Social media is now responsible not just for demand generation, but also demand fulfillment. People are using social media to find what they want as well as make purchasing decisions.

According to a new Forrester study, social networks are now the preferred method of discovery for a third of all people in the United States. Meanwhile, only 18 percent of people have found desired websites via sponsored search results.

Despite these numbers, paid search budgets in the U.S. will total nearly $20 billion in 2013, while social media is only expected to cross the $4 billion mark. So it makes sense that 64 percent of marketers plan to increase their social media spend in the next year.

The new consumer mindset is: I don't want to spend time searching for what I want; I want it to find me. Social platforms are perfect for this, because relevant products and services find their way into your feed based on your social graph (friends), interest graph (what you like)—and more recently purchase intent.

With Facebook's Custom Audiences tool, you can target people based on their opt-in email or phone number. This has proven quite successful—after JackThreads uploaded its 2 million emails to Facebook and targeted posts to those users, it increased sales 26 percent.

Better yet, a brand-new study shows that the most effective way to reach people based on transaction intent is by retargeting on Facebook. When showing users native newsfeed ads for products or services that they've considered buying on the brand's website, the click-through rate increases 21 times and cost per click decreases 20 percent as compared with traditional Web retargeting.

The Power of Crowdsourcing
The Power of Crowdsourcing

On Wednesday, Twitter announced its own retargeting solution.

(Read More: Twitter to Start Showing Users Targeted Ads)

As it ramps up, the company is releasing data that shows how well-promoted tweet campaigns perform. The case studies include a 150 percent increase in sales for HubSpot, a 1,200 percent increase in ROI for Bonobos and 47 percent of all referral traffic for the LA Galaxy.

Ultimately, the ace in social's sleeve is mobile. Social media dominates smartphone use. People spend more mobile time on Facebook every month than they do browsing in Safari and Google's Android browser combined.

But the spend is still playing catch up: Google currently commands 56 percent of the $16 billion mobile ad market, while Facebook accounts for 13 percent. (Facebook's projected mobile ad revenue of $2 billion will be a 300 percent increase from last year.)

(Read More: US Regulator Tells Web Search Firms to Label Ads Better)

Social networks can now drive brand recognition and sales, because consumer behaviors have changed and targeting offerings have evolved.

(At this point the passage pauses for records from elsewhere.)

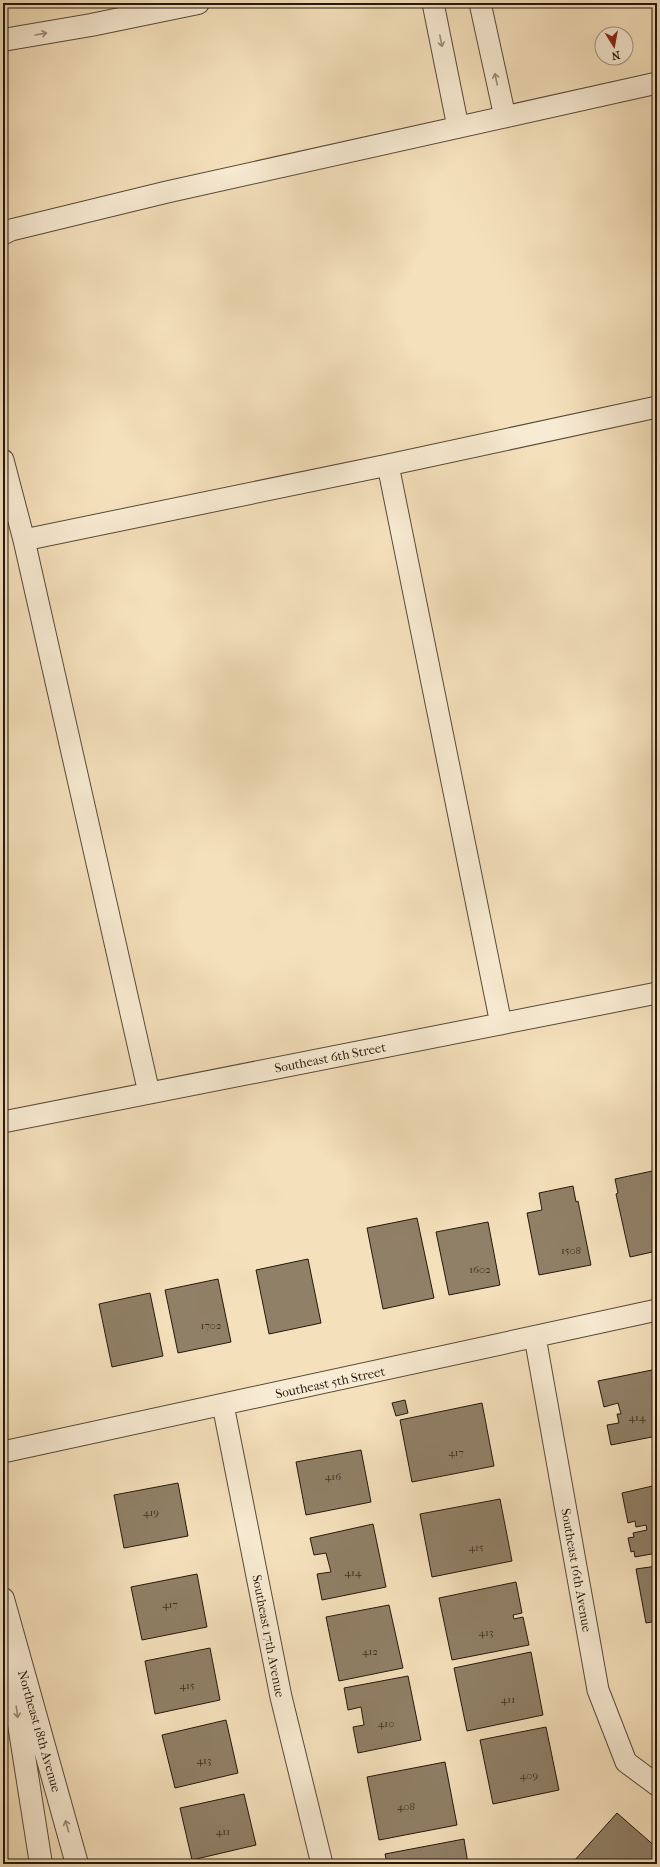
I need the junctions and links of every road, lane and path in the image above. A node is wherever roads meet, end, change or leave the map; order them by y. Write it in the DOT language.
graph roads {
  1 [pos="198,3"];
  2 [pos="433,3"];
  3 [pos="480,3"];
  4 [pos="3,40"];
  5 [pos="657,83"];
  6 [pos="505,117"];
  7 [pos="458,127"];
  8 [pos="3,234"];
  9 [pos="657,407"];
  10 [pos="3,460"];
  11 [pos="388,465"];
  12 [pos="24,540"];
  13 [pos="657,993"];
  14 [pos="501,1024"];
  15 [pos="149,1093"];
  16 [pos="3,1122"];
  17 [pos="657,1310"];
  18 [pos="535,1336"];
  19 [pos="223,1405"];
  20 [pos="3,1452"];
  21 [pos="3,1599"];
  22 [pos="3,1618"];
  23 [pos="657,1784"];
  24 [pos="41,1864"];
  25 [pos="77,1864"];
  26 [pos="322,1864"];
  4 -- 1 [label="street, one-way"];
  2 -- 7 [label="street, one-way"];
  6 -- 3 [label="street, one-way"];
  5 -- 6 [label="street"];
  6 -- 7 [label="street"];
  7 -- 8 [label="street"];
  9 -- 11 [label="street"];
  10 -- 12 [label="street"];
  11 -- 12 [label="street"];
  11 -- 14 [label="street"];
  12 -- 15 [label="street"];
  13 -- 14 [label="street, Southeast 6th Street"];
  14 -- 15 [label="street, Southeast 6th Street"];
  15 -- 16 [label="street, Southeast 6th Street"];
  17 -- 18 [label="street, Southeast 5th Street"];
  18 -- 19 [label="street, Southeast 5th Street"];
  18 -- 23 [label="street, Southeast 16th Avenue"];
  19 -- 20 [label="street, Southeast 5th Street"];
  19 -- 26 [label="street, Southeast 17th Avenue"];
  25 -- 21 [label="street, Northeast 18th Avenue, one-way"];
  22 -- 24 [label="street, Northeast 18th Avenue, one-way"];
}
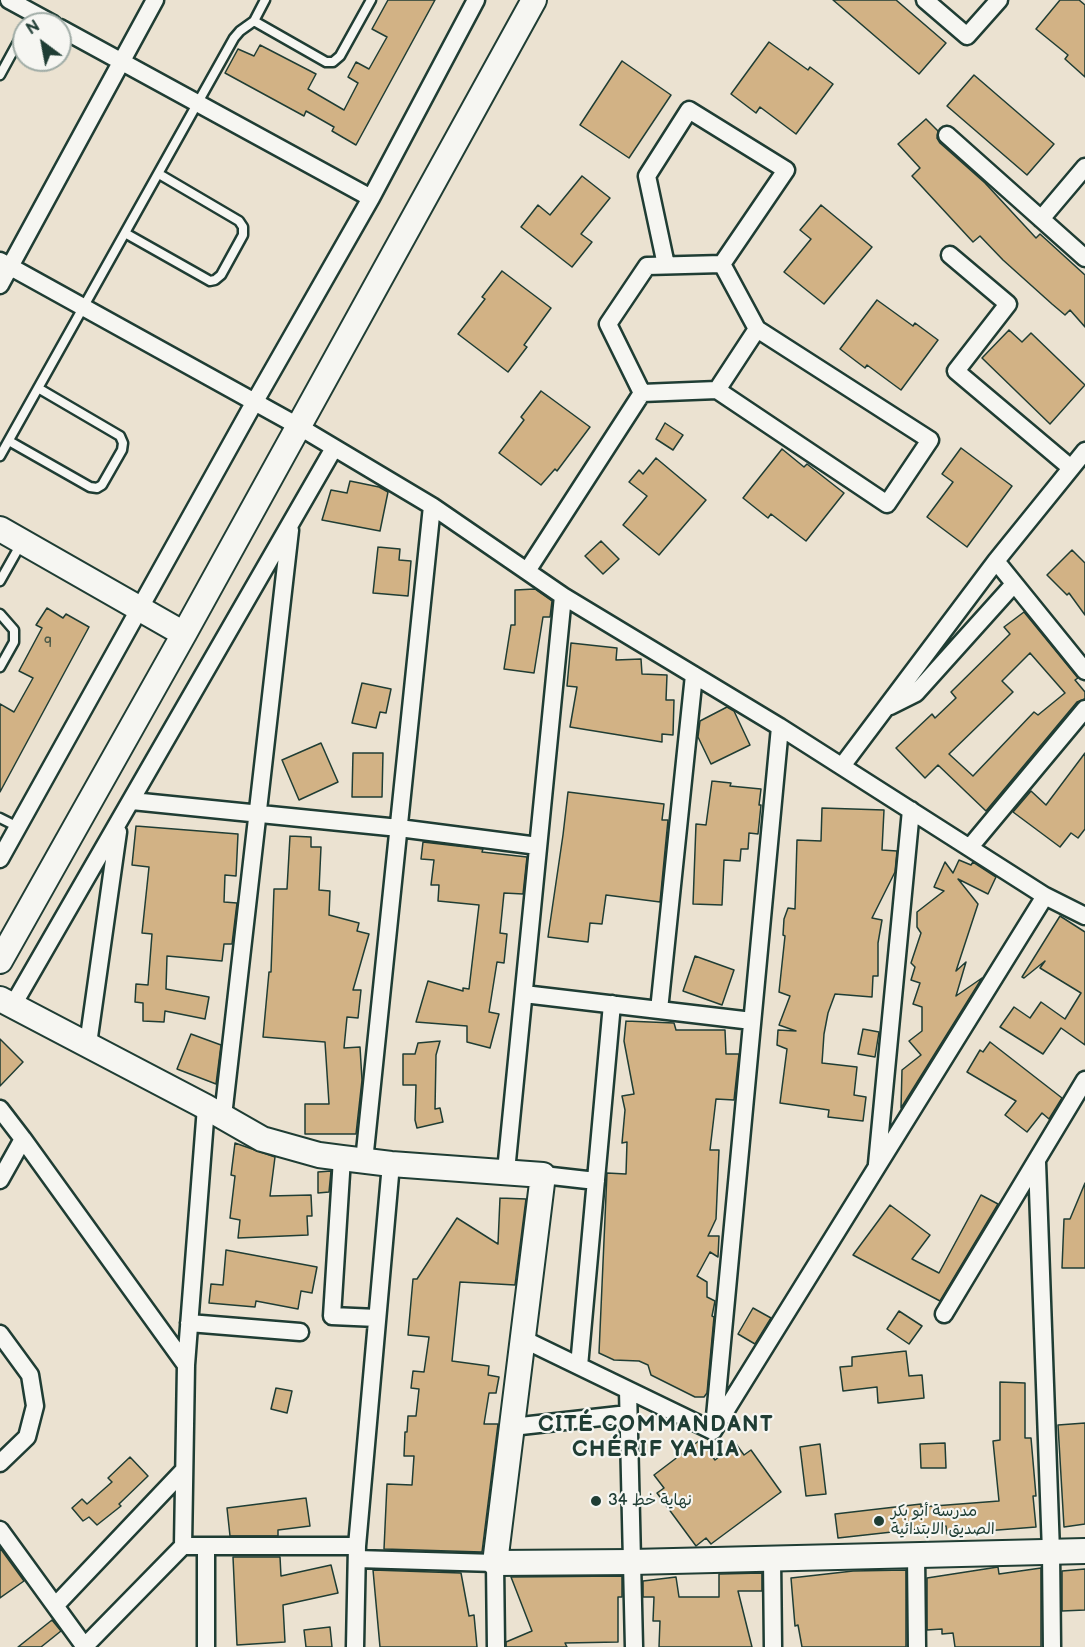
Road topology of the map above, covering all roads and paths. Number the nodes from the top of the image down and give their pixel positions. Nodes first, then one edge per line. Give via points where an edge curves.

But shifts in ad budgets are always a bit behind. Big ad agencies let the platforms blossom and then slowly refine their internal capabilities.

At the end of the day, this is math. Search and display ads will continue to be an important part of the marketing mix. They'll work hand-in-hand with social.

If you want to find the ad dollars, follow the people.

—Jason Stein is the founder of social media agency Laundry Service, and a partner in Windforce Ventures, a venture capital firm focused on social and mobile. Stein owns shares of Facebook. Tweet him @jasonwstein.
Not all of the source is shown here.